((

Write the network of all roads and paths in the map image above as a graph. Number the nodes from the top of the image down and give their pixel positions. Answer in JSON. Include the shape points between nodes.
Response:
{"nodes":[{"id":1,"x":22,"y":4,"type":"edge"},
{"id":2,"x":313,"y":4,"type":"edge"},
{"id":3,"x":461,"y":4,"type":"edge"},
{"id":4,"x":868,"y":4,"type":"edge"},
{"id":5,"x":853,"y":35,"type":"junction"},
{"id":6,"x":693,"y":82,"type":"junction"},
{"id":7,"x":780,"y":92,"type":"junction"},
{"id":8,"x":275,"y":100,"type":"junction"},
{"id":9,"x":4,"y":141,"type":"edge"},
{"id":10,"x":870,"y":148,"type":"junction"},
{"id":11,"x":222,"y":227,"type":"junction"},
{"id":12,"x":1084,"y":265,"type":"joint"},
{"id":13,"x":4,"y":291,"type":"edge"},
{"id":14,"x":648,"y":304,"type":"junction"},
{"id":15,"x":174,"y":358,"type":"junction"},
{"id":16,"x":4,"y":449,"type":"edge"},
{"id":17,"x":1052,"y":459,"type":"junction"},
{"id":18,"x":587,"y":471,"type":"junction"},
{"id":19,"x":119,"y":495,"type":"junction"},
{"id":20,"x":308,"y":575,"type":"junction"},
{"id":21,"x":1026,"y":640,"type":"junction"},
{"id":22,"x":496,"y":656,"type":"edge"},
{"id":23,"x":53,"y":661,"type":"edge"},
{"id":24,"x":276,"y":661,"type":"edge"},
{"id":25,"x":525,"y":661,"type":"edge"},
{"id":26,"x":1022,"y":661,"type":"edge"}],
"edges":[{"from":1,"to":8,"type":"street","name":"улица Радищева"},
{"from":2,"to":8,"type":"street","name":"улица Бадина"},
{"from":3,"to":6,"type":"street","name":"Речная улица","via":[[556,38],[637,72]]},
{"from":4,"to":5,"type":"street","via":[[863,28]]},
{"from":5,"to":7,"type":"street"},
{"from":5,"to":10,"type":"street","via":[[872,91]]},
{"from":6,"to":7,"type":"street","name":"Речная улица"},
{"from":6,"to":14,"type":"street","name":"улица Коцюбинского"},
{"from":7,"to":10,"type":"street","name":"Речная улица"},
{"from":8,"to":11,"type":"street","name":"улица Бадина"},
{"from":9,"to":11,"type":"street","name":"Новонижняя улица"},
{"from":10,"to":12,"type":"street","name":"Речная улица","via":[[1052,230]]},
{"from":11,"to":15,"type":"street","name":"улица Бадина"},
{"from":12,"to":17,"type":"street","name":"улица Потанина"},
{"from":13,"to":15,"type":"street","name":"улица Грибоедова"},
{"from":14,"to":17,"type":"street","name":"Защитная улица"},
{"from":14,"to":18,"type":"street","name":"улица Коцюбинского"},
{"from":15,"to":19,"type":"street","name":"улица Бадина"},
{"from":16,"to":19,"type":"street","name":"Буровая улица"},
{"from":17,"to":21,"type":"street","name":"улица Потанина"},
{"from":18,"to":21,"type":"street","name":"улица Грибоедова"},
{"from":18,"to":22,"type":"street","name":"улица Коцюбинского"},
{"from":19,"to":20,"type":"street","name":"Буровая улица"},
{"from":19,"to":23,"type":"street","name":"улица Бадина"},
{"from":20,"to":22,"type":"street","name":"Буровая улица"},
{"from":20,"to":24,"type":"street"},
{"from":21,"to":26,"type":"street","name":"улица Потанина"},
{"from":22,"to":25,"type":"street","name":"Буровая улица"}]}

))

• **Your goal**: Lines with the word "Грибоедова" in them should be copied from the preceding records.

• **Expected answer**:
{"from":13,"to":15,"type":"street","name":"улица Грибоедова"},
{"from":18,"to":21,"type":"street","name":"улица Грибоедова"},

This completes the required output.